[Collected data entries]
>>>
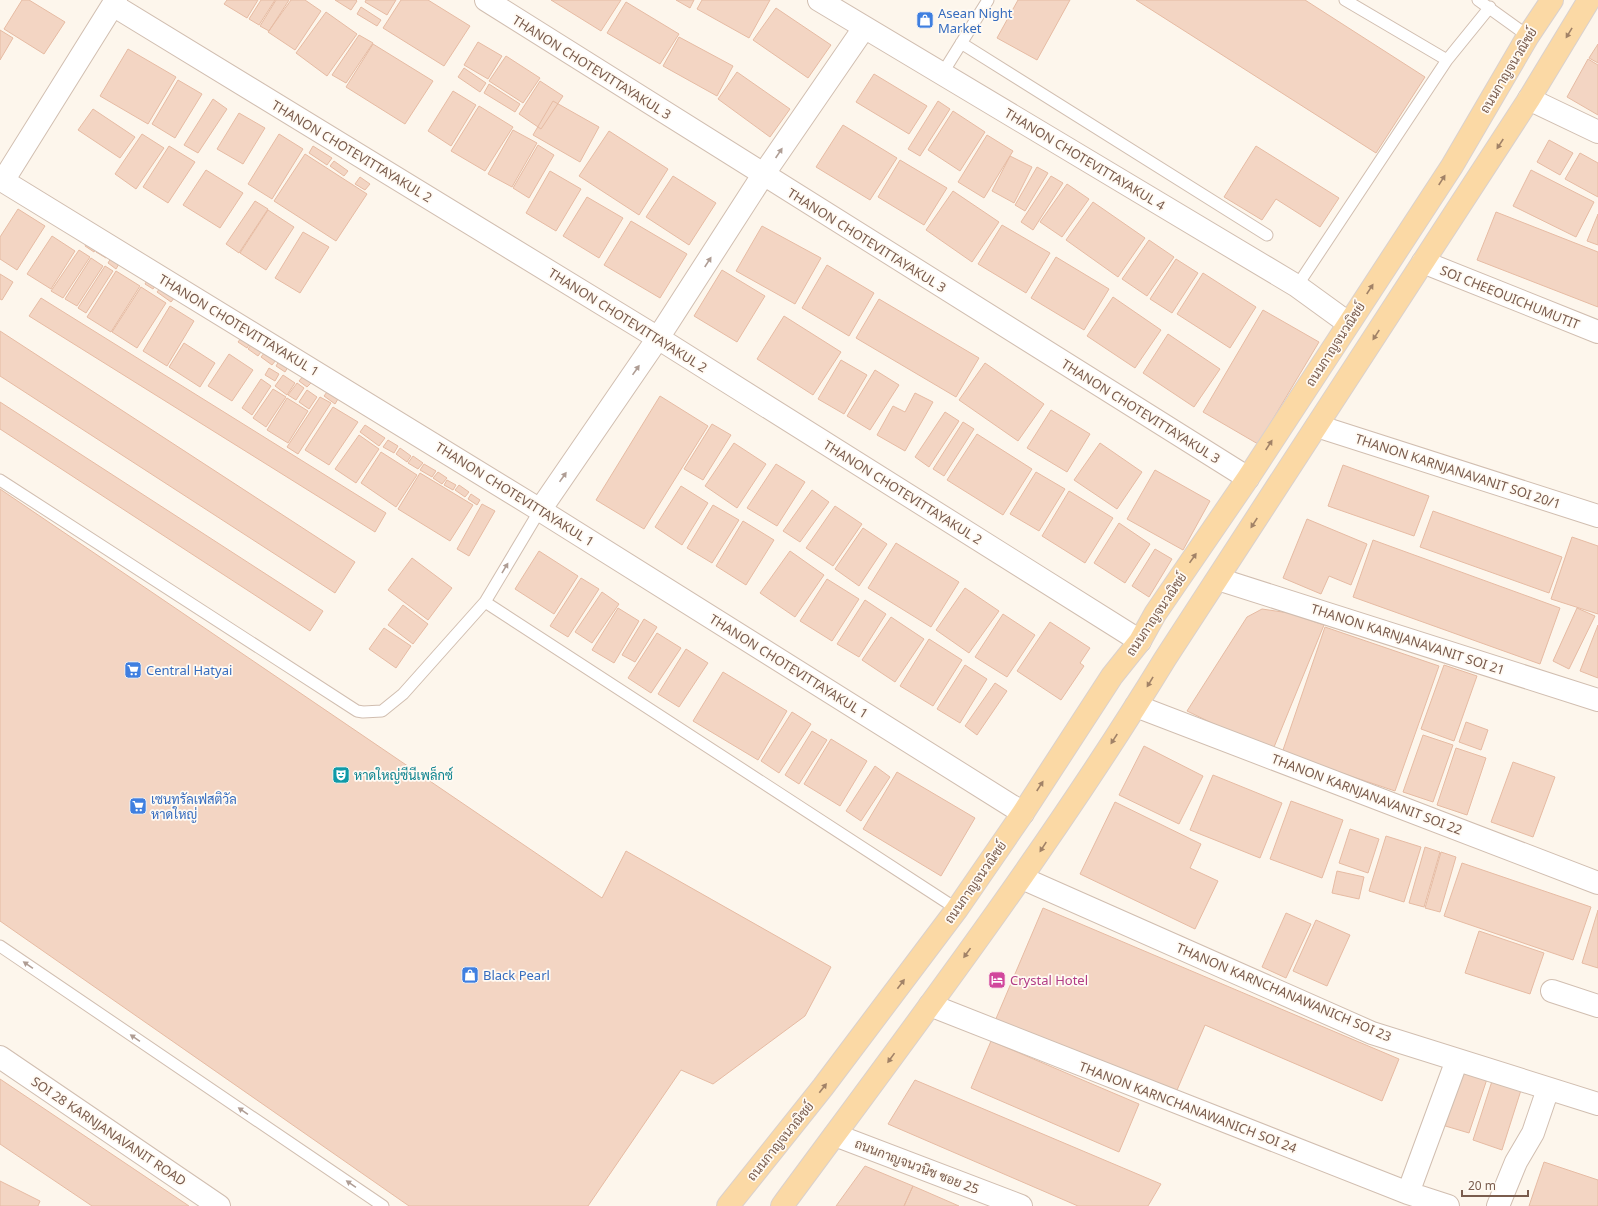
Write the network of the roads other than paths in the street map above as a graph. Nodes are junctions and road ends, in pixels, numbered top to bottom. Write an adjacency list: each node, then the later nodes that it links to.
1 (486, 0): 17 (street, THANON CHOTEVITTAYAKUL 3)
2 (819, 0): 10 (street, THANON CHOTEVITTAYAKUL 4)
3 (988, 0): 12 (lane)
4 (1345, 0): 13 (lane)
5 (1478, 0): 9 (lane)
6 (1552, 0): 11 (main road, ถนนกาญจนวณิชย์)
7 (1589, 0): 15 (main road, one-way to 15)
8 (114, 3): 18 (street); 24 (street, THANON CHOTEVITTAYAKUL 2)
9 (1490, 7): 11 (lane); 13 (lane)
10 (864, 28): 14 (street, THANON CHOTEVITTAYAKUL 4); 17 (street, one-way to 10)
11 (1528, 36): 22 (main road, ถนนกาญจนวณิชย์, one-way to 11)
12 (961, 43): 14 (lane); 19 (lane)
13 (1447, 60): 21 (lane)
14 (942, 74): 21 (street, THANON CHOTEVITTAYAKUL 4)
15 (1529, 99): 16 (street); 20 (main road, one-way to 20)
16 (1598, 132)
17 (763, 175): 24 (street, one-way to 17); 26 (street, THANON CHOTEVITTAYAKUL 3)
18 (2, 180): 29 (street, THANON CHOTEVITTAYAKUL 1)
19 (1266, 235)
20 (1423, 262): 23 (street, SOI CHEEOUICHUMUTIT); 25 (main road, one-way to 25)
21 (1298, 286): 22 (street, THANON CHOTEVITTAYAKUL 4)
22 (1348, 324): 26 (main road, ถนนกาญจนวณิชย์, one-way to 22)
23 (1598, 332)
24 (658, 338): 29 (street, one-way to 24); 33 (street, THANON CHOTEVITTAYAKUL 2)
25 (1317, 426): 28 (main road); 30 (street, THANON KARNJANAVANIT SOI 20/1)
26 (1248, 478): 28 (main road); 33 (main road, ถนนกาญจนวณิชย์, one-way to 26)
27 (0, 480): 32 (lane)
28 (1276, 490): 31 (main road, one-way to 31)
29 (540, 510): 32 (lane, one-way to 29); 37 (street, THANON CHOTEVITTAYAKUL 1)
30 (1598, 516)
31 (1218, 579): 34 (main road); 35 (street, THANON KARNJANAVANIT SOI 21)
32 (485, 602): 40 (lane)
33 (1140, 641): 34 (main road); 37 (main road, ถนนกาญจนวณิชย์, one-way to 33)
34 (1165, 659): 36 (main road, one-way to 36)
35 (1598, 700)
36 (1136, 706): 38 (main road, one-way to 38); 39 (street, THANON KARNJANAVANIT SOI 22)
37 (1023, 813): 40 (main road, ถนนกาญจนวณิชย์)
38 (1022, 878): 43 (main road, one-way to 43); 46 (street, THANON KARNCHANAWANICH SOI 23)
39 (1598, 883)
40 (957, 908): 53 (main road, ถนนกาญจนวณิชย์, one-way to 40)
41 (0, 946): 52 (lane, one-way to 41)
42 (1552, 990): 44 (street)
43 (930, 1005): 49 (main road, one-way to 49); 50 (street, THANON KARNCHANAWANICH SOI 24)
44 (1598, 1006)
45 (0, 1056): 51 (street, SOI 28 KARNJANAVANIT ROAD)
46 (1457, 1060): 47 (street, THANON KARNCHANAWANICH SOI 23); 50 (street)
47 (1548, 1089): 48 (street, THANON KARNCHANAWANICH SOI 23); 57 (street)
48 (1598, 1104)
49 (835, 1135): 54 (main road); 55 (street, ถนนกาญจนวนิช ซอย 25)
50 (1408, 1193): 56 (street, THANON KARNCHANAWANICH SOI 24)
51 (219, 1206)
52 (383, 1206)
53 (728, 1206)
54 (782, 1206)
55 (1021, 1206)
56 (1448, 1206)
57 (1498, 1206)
<<<
TASK INSTRUCTIONS
From the records given above, copy all lines containing "KARNJANAVANIT".

EXERCISE RESPONSE
25 (1317, 426): 28 (main road); 30 (street, THANON KARNJANAVANIT SOI 20/1)
31 (1218, 579): 34 (main road); 35 (street, THANON KARNJANAVANIT SOI 21)
36 (1136, 706): 38 (main road, one-way to 38); 39 (street, THANON KARNJANAVANIT SOI 22)
45 (0, 1056): 51 (street, SOI 28 KARNJANAVANIT ROAD)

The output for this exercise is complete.